__Dataset excerpts__:
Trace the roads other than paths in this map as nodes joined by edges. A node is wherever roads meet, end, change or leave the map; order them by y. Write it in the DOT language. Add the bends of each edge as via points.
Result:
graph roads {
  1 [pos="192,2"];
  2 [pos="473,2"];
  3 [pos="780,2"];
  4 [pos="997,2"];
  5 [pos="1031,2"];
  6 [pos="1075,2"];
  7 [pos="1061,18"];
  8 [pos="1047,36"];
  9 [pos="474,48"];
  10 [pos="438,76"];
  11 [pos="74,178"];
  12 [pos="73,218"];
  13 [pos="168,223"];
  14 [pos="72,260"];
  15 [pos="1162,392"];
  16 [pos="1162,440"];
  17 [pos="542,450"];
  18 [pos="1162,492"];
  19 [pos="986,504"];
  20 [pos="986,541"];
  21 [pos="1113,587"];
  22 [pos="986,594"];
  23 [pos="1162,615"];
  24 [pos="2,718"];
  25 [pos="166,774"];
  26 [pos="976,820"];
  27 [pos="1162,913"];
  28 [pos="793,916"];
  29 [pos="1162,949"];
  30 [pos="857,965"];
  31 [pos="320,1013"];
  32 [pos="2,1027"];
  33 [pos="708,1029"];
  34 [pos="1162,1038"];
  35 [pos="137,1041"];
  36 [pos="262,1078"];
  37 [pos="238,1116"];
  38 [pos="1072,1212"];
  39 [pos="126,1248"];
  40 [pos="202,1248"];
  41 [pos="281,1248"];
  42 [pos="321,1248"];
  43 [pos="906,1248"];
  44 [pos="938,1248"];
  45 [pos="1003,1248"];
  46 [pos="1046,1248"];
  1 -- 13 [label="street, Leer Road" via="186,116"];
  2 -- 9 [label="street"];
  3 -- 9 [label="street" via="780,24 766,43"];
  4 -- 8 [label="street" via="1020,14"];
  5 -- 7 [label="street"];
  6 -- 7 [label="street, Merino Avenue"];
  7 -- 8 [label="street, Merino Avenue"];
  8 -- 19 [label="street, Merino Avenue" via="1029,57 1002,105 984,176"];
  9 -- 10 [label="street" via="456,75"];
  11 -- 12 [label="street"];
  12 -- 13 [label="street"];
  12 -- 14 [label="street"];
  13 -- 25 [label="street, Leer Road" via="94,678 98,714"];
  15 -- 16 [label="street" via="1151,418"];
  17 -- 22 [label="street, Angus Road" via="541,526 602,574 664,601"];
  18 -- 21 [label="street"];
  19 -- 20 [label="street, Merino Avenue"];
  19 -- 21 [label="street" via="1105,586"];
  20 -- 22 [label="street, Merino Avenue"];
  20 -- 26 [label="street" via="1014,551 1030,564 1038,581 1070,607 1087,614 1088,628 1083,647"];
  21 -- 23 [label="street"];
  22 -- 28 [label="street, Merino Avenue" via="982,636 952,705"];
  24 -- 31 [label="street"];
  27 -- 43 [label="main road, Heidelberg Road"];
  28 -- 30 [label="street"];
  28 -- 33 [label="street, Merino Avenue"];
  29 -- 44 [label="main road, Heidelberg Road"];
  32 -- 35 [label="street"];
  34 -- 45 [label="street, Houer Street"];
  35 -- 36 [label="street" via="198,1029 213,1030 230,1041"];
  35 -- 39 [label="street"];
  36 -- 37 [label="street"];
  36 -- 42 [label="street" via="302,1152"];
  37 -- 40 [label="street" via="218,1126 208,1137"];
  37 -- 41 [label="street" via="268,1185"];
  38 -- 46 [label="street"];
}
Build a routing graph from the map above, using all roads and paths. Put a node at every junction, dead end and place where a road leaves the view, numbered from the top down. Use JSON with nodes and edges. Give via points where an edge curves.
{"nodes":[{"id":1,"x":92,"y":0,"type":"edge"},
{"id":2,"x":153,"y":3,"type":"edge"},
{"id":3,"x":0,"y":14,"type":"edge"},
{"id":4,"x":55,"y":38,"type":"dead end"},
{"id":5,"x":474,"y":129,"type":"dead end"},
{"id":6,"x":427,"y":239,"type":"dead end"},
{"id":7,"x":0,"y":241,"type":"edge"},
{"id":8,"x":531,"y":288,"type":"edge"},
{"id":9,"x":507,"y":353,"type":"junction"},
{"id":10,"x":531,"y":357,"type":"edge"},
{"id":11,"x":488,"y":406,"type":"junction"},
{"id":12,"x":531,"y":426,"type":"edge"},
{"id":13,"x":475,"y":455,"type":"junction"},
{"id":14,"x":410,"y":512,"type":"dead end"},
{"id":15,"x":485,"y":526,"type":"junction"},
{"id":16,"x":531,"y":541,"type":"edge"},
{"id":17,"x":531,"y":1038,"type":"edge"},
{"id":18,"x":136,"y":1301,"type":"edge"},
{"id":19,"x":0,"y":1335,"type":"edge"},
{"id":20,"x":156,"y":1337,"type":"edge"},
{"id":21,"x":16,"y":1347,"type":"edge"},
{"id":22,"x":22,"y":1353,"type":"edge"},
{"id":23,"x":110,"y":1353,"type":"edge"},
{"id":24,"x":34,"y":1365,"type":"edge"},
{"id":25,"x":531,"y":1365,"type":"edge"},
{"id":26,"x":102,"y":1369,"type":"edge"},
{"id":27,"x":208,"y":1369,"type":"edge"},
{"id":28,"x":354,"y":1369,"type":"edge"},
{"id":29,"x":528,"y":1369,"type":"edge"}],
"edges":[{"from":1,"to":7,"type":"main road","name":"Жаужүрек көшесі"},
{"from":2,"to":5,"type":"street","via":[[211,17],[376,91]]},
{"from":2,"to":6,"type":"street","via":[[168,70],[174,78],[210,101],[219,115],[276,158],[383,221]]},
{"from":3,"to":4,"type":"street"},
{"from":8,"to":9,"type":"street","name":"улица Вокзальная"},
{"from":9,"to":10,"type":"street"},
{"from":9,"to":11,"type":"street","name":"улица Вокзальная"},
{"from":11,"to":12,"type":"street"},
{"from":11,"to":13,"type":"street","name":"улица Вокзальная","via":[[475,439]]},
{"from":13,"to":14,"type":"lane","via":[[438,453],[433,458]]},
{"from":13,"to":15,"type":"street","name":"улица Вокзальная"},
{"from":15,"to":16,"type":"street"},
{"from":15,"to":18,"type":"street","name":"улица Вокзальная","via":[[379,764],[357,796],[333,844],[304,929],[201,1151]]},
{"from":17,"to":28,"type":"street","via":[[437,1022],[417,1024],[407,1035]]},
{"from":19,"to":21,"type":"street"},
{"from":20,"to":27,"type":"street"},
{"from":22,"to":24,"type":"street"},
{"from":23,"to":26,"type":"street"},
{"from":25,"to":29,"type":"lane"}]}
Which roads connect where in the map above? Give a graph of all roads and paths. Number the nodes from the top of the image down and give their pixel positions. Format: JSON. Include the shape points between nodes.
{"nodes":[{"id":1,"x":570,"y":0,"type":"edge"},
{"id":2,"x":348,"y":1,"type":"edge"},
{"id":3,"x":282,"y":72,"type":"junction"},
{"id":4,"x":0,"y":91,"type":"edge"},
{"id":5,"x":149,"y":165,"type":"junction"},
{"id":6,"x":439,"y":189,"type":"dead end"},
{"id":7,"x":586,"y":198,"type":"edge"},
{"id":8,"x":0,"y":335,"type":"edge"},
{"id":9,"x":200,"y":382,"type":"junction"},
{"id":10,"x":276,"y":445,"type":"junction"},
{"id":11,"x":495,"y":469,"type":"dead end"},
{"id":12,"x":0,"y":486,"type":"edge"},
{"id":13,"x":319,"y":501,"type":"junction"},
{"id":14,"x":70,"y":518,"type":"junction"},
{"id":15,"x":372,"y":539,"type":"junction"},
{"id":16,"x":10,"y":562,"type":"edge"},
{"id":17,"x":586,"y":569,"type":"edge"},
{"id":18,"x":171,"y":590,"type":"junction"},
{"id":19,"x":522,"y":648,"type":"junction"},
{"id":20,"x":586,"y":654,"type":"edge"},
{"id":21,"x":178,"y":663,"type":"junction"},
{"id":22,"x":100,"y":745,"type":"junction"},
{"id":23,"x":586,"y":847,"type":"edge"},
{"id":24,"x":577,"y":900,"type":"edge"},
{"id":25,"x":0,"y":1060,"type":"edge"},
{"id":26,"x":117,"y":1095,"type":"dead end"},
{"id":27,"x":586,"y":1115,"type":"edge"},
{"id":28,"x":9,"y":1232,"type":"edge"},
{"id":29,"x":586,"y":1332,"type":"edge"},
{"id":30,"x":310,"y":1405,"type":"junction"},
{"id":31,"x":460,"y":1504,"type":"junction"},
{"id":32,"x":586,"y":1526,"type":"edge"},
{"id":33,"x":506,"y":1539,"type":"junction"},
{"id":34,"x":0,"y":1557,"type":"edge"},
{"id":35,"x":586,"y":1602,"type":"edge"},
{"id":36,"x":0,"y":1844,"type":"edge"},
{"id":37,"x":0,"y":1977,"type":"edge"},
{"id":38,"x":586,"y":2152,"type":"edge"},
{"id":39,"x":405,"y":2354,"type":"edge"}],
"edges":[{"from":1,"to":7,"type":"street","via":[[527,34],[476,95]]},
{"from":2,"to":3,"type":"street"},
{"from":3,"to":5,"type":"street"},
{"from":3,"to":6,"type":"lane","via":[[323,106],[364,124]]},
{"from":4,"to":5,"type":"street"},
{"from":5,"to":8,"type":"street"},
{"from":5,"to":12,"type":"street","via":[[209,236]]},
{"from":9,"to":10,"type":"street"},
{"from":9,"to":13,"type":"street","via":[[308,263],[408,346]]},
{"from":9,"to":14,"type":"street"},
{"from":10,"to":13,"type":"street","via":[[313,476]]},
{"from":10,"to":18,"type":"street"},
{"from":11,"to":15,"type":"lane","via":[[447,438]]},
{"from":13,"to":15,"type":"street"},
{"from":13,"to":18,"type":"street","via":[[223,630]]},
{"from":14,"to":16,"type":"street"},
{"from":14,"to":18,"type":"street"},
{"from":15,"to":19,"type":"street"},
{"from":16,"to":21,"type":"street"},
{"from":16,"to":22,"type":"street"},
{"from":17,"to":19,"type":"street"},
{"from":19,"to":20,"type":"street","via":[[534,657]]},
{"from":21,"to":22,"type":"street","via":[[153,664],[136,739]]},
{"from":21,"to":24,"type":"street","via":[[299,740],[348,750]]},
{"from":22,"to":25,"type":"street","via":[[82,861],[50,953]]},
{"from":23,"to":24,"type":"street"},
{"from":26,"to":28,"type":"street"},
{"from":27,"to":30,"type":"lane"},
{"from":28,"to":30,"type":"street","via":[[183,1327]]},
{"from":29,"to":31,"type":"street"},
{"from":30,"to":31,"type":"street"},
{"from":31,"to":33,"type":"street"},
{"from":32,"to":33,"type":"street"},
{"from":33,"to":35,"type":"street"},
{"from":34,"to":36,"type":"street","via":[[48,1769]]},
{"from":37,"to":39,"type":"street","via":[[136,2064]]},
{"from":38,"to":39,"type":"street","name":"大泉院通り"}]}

__Your instructions__:
Return every line from the entries above that contains the word "main".

__Solution to this task__:
  27 -- 43 [label="main road, Heidelberg Road"];
  29 -- 44 [label="main road, Heidelberg Road"];
"edges":[{"from":1,"to":7,"type":"main road","name":"Жаужүрек көшесі"},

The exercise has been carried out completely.